A person's hands typing on a laptop keyboard with an overlay of brightly colored locks and binary code.

Over the past year, the average total cost of a data breach surged to $4.24 million, a record in the 17-year history of IBM Security’s annual Cost of a Data Breach Report. Remote work was a driving force behind these rising costs. According to IBM, “Security incidents became more costly and harder to contain due to drastic operational shifts during the pandemic, with costs rising 10% compared to the prior year.” Almost 20% of companies reported that remote work was a key factor in causing their data breach event, and these breaches cost an average of over $1 million more than those unrelated to remote work ($4.96 million versus $3.89 million).

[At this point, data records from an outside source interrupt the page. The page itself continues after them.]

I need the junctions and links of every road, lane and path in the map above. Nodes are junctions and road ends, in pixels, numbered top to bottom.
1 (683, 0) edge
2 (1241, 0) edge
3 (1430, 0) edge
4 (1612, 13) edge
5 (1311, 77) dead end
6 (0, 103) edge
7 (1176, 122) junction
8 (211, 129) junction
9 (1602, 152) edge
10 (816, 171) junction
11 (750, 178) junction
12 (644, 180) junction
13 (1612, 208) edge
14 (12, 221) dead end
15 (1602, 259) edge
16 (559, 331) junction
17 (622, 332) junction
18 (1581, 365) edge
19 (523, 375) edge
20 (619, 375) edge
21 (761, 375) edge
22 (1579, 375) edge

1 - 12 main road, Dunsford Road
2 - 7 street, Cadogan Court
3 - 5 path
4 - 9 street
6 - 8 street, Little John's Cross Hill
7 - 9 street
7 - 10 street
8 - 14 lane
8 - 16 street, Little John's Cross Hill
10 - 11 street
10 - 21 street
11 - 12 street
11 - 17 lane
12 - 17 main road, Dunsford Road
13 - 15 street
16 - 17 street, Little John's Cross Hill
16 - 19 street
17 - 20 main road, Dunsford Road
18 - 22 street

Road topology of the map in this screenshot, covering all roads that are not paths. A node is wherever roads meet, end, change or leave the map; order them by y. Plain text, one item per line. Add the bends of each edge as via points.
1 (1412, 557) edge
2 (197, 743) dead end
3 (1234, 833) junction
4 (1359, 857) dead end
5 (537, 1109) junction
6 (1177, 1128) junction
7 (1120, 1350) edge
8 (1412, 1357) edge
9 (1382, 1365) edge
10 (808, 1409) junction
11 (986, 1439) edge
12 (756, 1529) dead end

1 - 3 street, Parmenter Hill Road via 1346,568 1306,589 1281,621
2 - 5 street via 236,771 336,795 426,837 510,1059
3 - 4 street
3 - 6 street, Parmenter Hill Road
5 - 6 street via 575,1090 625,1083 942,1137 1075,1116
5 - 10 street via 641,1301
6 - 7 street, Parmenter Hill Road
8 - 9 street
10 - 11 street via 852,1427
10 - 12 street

Organizations with more than 50% of employees working remotely also took 58 days longer to identify and contain breaches. Encompassing “increased customer turnover, lost revenue due to system downtime and the increasing cost of acquiring new business due to diminished reputation,” lost business accounted for the largest share of data breach costs at 38%, and an average total of $1.59 million. The financial toll of incidents continues to vary widely by region—breaches were most expensive in the United States, at an average $9.05 million per incident, followed by the Middle East at $6.93 million and Canada at $5.4 million.

Hilary Tuttle is managing editor of Risk Management.